Required action:
Copy exactly the lines from the start of the material through the line with "Right hand at". Pictures stay out of the copy.

╭─ Listed records

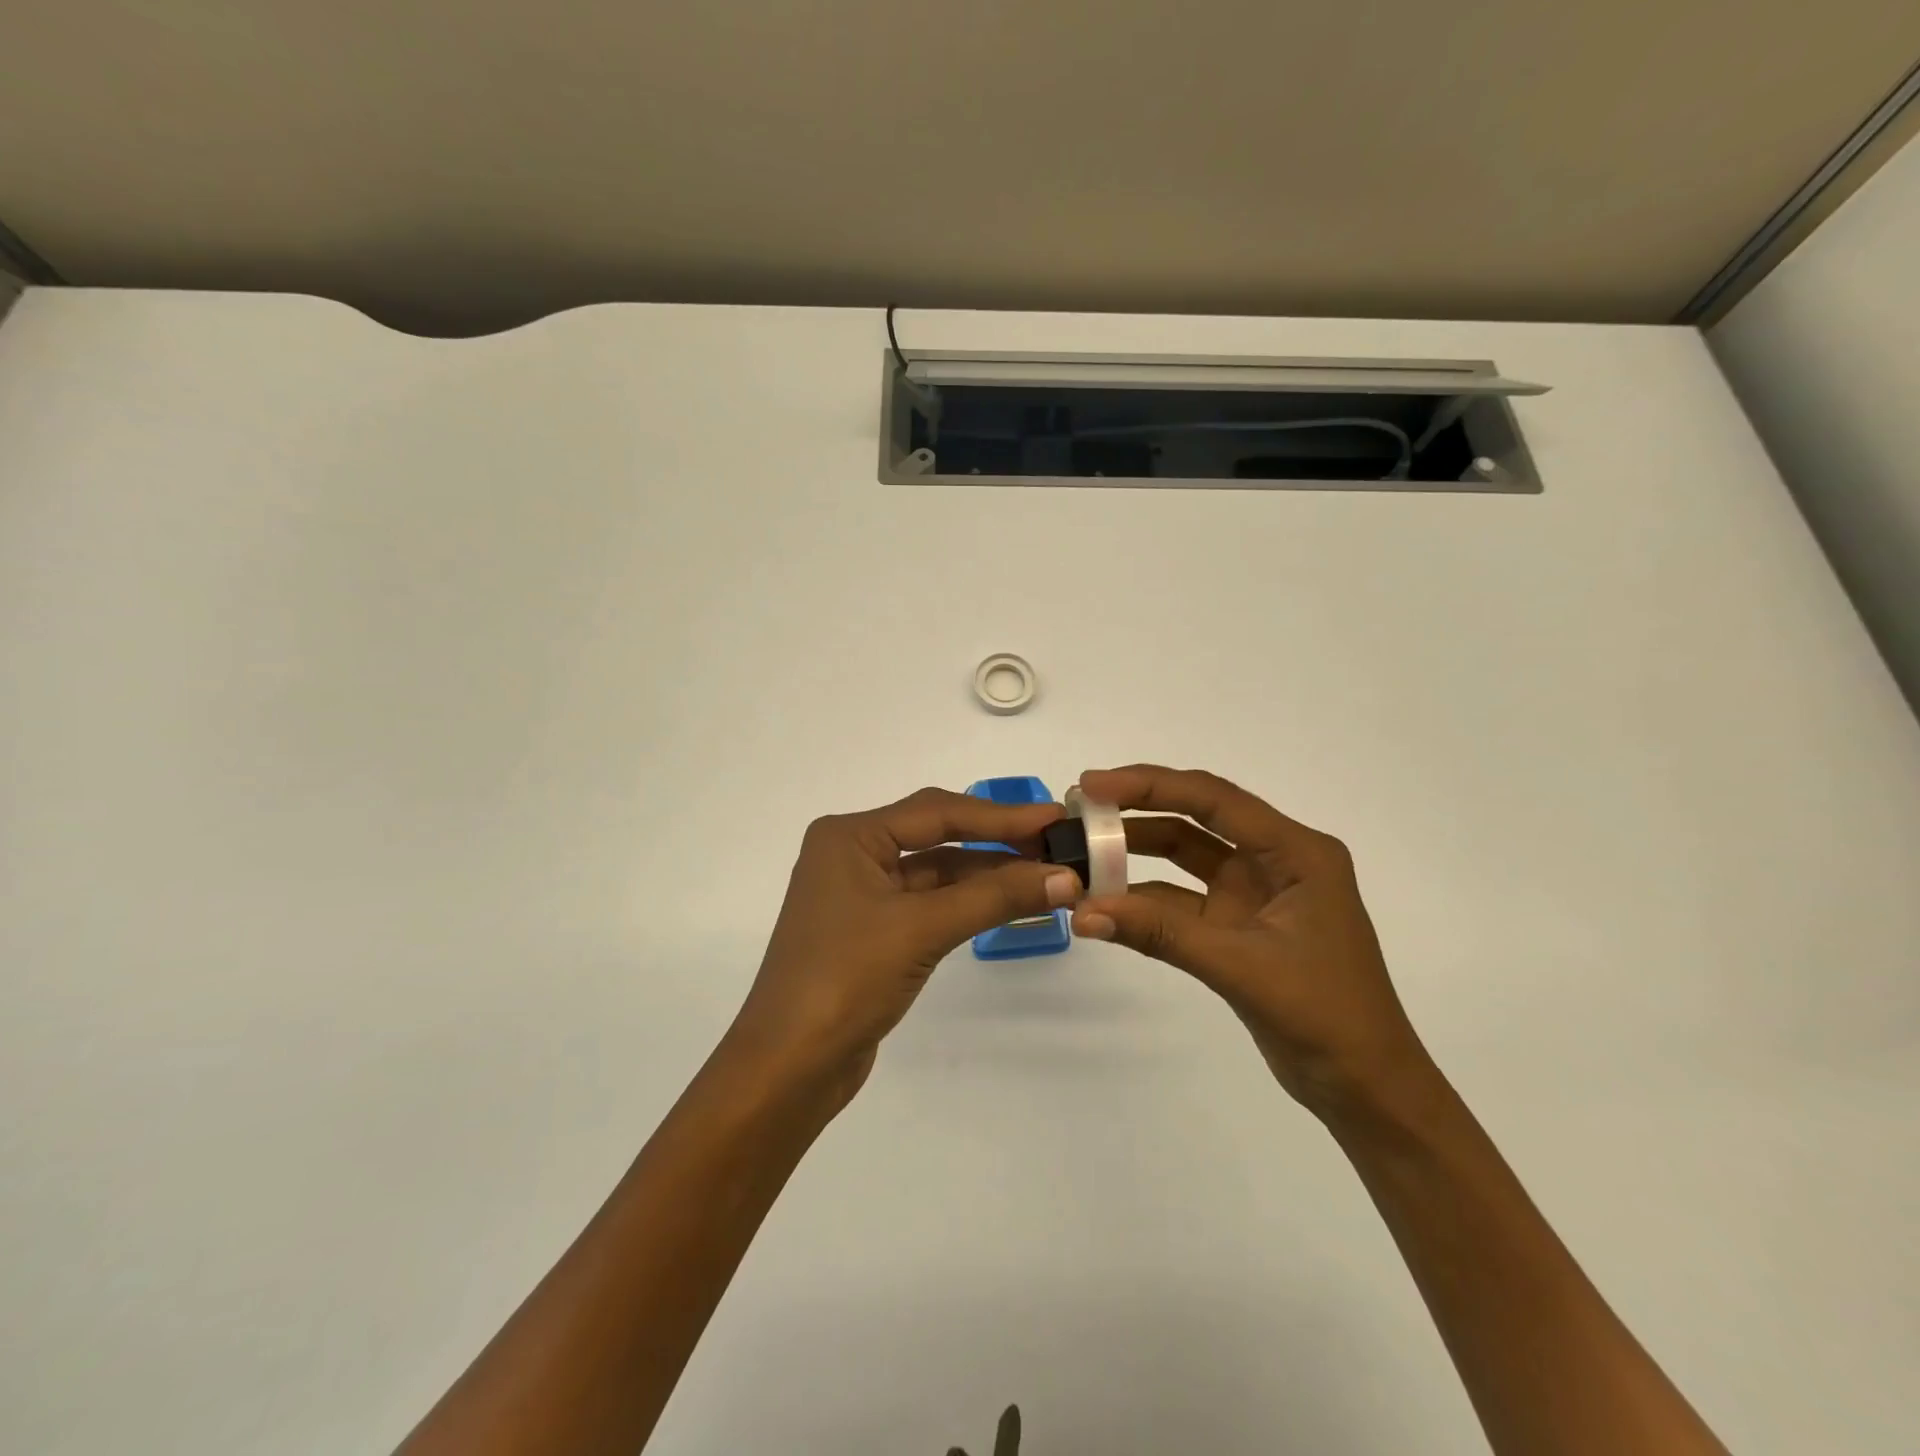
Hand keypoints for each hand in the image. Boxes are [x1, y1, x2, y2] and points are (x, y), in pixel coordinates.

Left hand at [727, 787, 1081, 1105]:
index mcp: (850, 836)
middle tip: (1056, 845)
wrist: (789, 1066)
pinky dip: (969, 903)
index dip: (1000, 815)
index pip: (936, 812)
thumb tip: (1065, 876)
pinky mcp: (873, 930)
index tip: (1054, 818)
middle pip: (936, 836)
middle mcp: (852, 854)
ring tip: (1047, 876)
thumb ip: (994, 897)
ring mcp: (861, 894)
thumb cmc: (846, 979)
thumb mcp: (922, 929)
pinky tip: (1010, 904)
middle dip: (996, 842)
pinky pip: (929, 903)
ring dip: (987, 876)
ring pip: (936, 872)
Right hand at [1070, 765, 1428, 1116]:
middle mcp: (1275, 860)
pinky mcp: (1238, 925)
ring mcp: (1254, 893)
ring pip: (1185, 856)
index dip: (1150, 785)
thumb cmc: (1324, 1016)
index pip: (1214, 800)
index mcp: (1296, 852)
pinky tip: (1106, 904)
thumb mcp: (1241, 966)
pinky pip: (1181, 900)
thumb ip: (1161, 933)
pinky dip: (1144, 901)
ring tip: (1082, 853)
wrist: (1366, 1089)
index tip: (1093, 784)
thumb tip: (1083, 912)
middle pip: (1196, 818)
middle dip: (1137, 811)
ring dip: (1136, 855)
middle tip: (1079, 810)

╰─

Solution for this problem:
Hand keypoints for each hand in the image. Boxes are [x1, y1, x2, y2] and points are (x, y), in pixel coordinates.

Left hand at [727, 787, 1081, 1105]:
index mcp: (850, 836)
middle tip: (1056, 845)
wrist: (789, 1066)
pinky dip: (969, 903)
index dip: (1000, 815)
index pip: (936, 812)
thumb tip: (1065, 876)
pinky mcp: (873, 930)
index tip: (1054, 818)
middle pip: (936, 836)
middle mcp: (852, 854)
ring tip: (1047, 876)
thumb ip: (994, 897)
ring mcp: (861, 894)
thumb cmc: (846, 979)
thumb mcp: (922, 929)
pinky tip: (1010, 904)
middle dip: (996, 842)
pinky pip: (929, 903)
ring dip: (987, 876)
ring pip: (936, 872)
Right hand at [1070, 765, 1428, 1116]:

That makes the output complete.